Task details:
Look for the word "Moss". Copy every line of the listing where it occurs.

Record set:
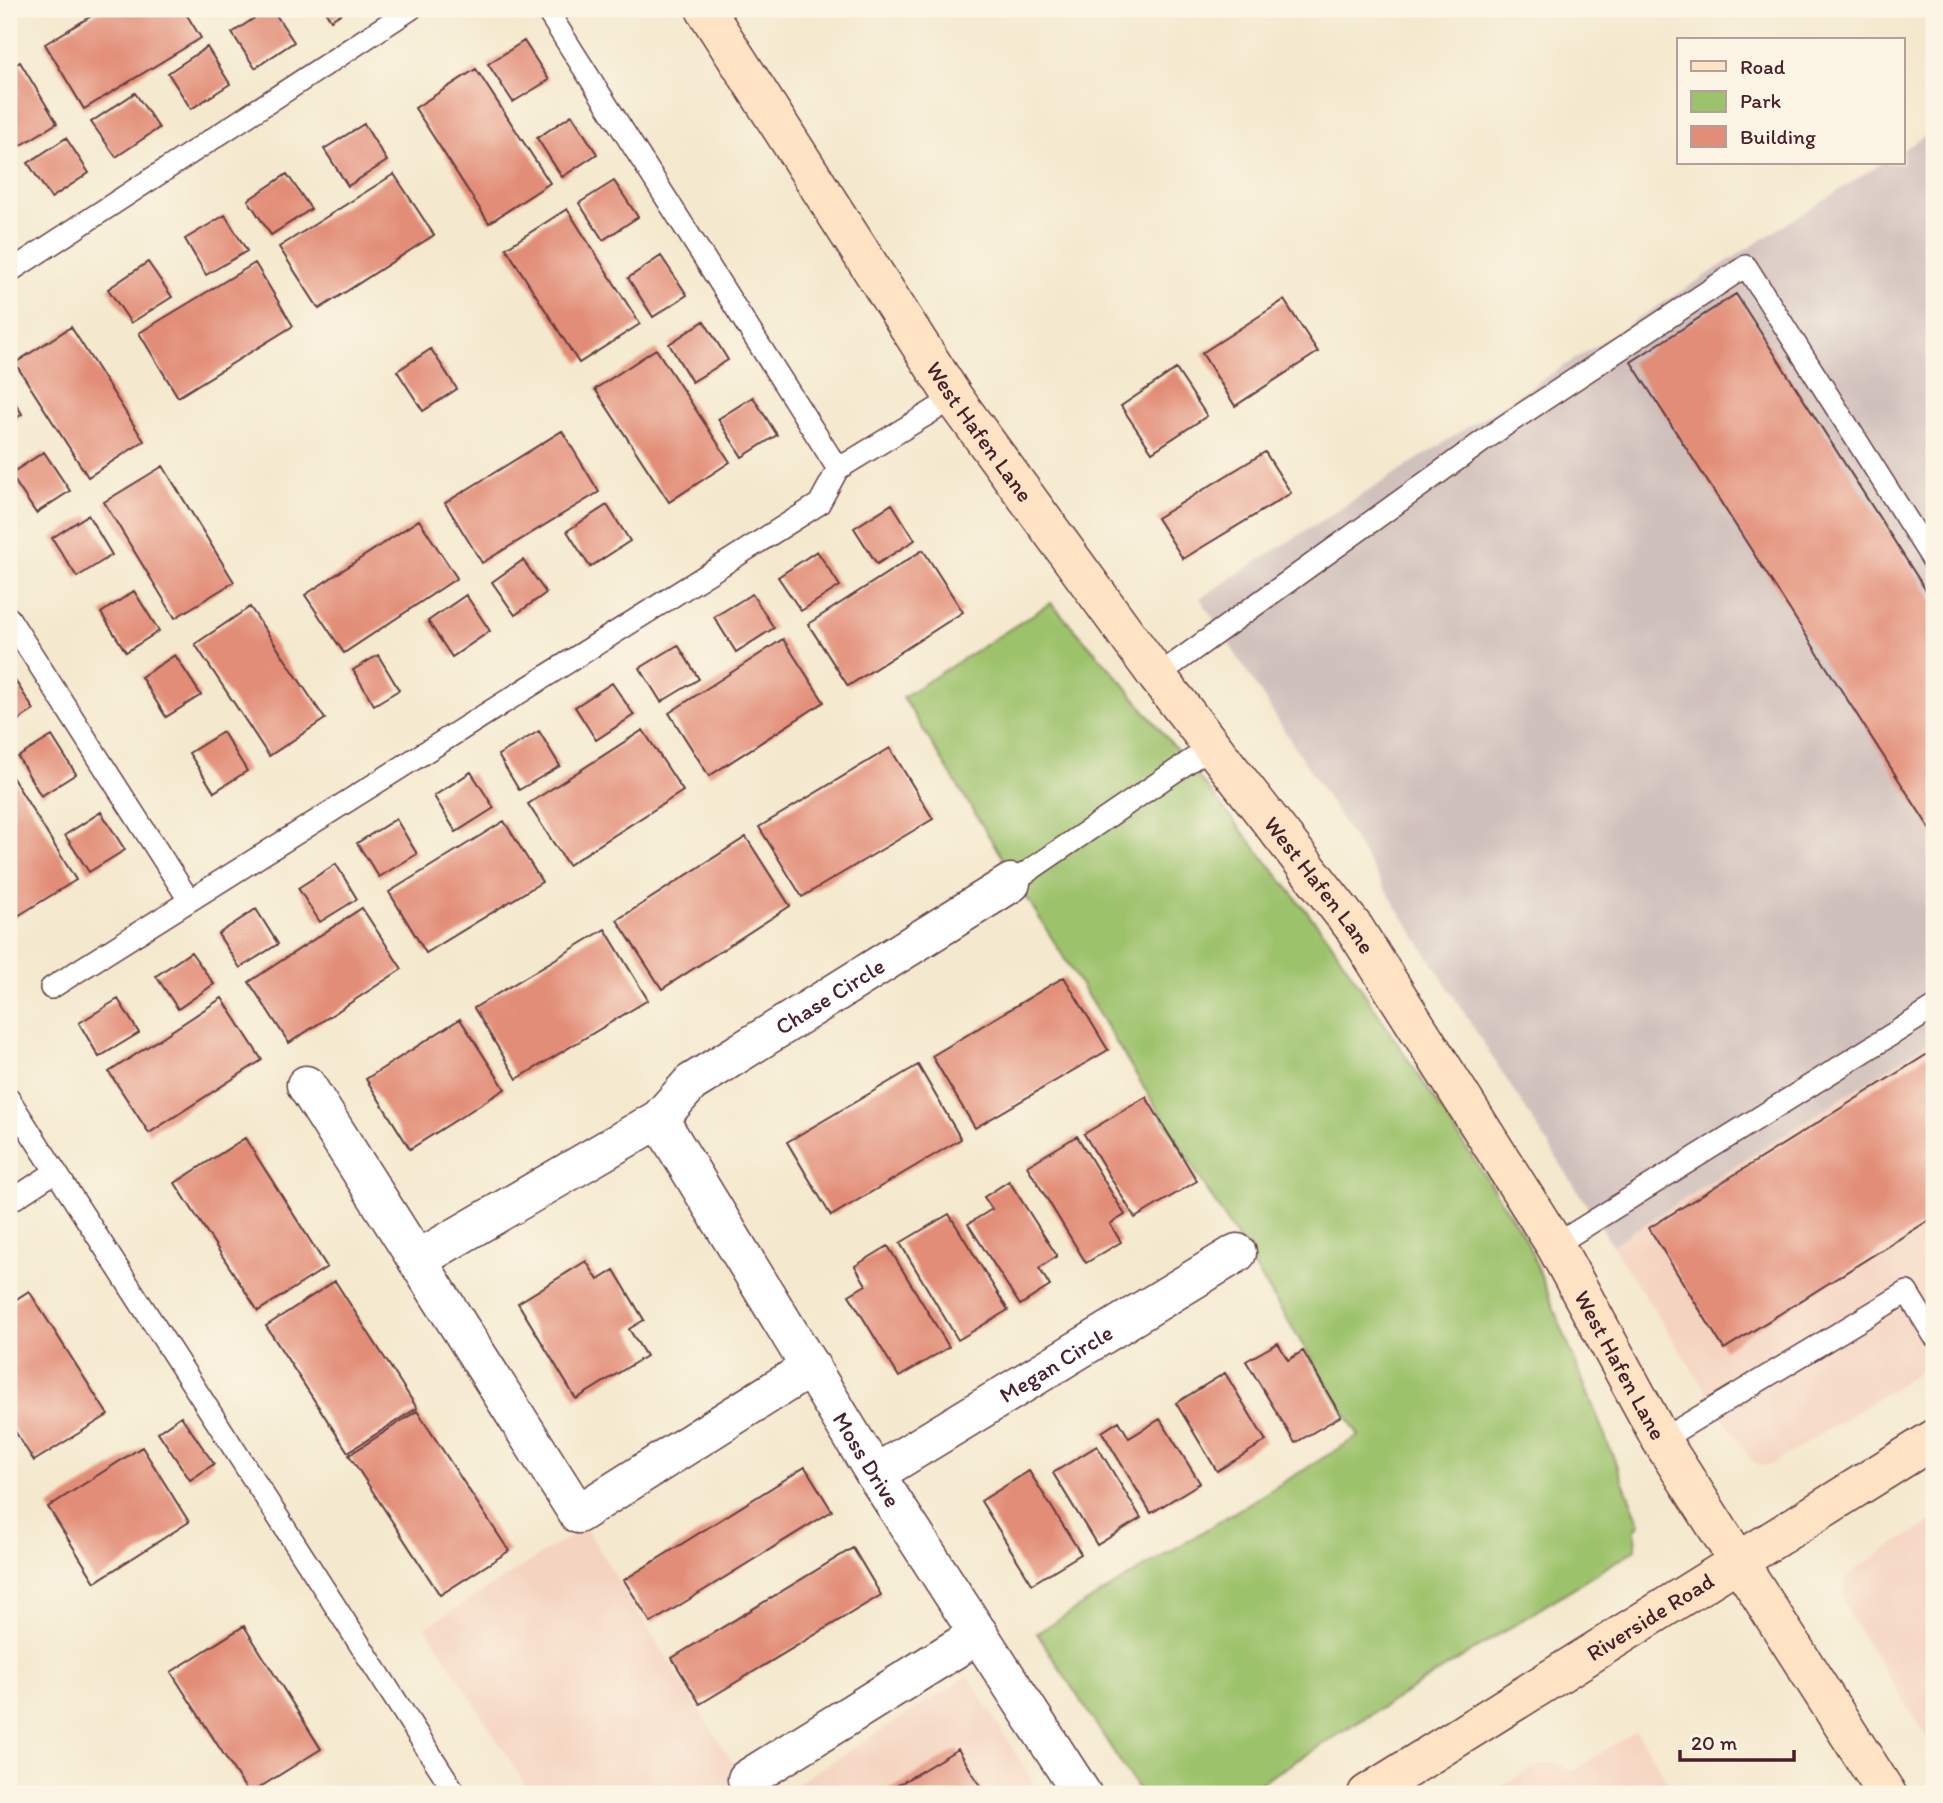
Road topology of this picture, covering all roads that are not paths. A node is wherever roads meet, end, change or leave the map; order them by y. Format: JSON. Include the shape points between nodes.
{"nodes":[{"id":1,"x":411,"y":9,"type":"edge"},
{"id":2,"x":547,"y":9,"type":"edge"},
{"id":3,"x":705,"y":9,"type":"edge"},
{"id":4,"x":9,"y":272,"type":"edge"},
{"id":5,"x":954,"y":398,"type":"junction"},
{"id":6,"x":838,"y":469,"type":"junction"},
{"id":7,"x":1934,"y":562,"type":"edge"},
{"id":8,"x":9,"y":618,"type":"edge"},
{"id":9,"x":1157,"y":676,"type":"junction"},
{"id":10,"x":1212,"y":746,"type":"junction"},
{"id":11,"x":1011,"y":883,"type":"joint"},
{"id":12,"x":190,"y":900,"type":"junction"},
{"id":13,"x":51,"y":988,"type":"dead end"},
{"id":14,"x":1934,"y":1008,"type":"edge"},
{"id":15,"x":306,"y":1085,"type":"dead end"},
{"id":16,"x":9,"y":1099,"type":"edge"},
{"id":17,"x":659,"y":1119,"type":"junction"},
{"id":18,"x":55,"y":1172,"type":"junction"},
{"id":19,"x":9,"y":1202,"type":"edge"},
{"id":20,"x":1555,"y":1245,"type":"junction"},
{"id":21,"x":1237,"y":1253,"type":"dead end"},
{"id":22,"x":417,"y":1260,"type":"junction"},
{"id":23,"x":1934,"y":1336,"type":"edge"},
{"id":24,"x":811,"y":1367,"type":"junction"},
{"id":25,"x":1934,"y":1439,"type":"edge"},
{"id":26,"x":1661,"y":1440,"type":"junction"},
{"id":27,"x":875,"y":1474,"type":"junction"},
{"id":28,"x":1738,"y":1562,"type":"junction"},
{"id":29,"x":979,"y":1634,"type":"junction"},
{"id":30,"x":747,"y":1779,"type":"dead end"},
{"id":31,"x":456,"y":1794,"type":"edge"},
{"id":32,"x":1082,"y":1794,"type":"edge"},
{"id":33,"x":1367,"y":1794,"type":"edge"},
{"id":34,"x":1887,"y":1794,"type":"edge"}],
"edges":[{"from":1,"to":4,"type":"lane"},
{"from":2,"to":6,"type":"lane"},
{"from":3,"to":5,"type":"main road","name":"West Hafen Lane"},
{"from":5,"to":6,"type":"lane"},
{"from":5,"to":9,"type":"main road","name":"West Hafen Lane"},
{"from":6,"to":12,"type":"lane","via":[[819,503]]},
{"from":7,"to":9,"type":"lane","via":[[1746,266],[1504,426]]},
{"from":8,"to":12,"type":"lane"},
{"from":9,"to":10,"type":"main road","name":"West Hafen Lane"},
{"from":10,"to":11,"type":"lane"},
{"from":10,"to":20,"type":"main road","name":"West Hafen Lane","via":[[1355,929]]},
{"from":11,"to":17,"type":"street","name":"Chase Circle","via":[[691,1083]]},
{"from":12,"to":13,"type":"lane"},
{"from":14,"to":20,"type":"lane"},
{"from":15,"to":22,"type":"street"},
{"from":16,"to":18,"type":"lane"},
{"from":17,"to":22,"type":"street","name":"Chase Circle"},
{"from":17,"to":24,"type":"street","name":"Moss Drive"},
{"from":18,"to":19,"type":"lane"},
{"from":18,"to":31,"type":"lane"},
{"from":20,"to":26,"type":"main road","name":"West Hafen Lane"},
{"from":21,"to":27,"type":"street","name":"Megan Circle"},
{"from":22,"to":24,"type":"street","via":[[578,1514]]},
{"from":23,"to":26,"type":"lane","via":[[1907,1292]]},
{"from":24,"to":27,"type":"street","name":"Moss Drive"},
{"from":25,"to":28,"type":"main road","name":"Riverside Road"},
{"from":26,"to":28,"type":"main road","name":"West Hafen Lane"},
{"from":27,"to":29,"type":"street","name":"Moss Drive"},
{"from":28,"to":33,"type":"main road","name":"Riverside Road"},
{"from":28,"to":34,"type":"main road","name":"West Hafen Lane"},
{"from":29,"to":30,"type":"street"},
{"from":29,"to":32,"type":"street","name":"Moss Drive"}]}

* * *

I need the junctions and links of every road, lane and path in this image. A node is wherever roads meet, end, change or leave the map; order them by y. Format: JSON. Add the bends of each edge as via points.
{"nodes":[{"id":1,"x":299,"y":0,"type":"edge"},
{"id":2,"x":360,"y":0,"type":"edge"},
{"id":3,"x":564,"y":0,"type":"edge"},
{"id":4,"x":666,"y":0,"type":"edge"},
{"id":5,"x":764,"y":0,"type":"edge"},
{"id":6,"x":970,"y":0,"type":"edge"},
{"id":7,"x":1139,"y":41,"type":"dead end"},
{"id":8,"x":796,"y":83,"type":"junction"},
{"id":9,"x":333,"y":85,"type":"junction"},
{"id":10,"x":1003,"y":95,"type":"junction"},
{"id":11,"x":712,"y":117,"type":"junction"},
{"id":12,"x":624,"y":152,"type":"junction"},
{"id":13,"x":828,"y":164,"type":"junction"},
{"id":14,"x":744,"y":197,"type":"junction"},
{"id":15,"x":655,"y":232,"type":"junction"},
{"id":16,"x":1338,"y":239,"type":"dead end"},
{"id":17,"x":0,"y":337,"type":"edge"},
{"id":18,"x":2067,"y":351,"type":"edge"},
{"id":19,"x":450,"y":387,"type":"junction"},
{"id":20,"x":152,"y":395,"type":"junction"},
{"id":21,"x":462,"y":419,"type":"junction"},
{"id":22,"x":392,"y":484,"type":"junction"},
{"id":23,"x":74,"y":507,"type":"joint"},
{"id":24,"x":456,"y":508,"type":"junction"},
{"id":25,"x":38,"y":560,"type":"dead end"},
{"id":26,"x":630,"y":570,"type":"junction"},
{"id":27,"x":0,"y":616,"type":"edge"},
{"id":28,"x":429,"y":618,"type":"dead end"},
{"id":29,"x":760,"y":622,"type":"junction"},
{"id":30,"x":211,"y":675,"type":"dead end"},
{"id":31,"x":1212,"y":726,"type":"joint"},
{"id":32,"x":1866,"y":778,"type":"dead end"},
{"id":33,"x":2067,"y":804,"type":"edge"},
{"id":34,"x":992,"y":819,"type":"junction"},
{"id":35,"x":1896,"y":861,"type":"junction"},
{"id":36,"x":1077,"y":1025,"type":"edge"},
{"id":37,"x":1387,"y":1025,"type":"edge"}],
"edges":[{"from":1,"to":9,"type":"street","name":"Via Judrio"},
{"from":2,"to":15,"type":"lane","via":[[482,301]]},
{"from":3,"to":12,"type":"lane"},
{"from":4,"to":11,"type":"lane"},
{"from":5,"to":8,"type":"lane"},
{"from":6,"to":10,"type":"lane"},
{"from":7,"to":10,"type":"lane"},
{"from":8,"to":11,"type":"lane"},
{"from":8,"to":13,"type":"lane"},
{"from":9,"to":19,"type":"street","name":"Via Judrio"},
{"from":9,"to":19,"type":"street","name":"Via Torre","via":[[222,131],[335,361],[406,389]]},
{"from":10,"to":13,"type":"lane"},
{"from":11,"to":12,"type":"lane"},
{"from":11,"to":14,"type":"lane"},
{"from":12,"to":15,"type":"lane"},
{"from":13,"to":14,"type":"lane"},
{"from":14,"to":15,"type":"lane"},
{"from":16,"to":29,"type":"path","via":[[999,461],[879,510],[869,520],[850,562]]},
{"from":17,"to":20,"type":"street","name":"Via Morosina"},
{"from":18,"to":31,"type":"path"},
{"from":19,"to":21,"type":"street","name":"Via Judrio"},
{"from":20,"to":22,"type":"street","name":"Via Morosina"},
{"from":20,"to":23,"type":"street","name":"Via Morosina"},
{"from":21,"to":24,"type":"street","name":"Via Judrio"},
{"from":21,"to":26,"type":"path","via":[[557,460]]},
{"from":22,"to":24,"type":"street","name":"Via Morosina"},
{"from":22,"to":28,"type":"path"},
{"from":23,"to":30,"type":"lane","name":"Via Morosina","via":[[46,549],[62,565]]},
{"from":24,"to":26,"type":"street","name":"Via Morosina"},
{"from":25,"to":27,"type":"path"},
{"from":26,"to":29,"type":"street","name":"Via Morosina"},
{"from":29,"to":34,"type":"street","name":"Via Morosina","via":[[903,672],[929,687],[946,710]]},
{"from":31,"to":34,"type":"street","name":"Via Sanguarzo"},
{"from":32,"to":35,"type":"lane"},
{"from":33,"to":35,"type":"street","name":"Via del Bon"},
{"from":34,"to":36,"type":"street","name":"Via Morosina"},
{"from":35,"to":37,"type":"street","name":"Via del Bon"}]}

Task solution:
{"from":17,"to":24,"type":"street","name":"Moss Drive"},
{"from":24,"to":27,"type":"street","name":"Moss Drive"},
{"from":27,"to":29,"type":"street","name":"Moss Drive"},
{"from":29,"to":32,"type":"street","name":"Moss Drive"}]}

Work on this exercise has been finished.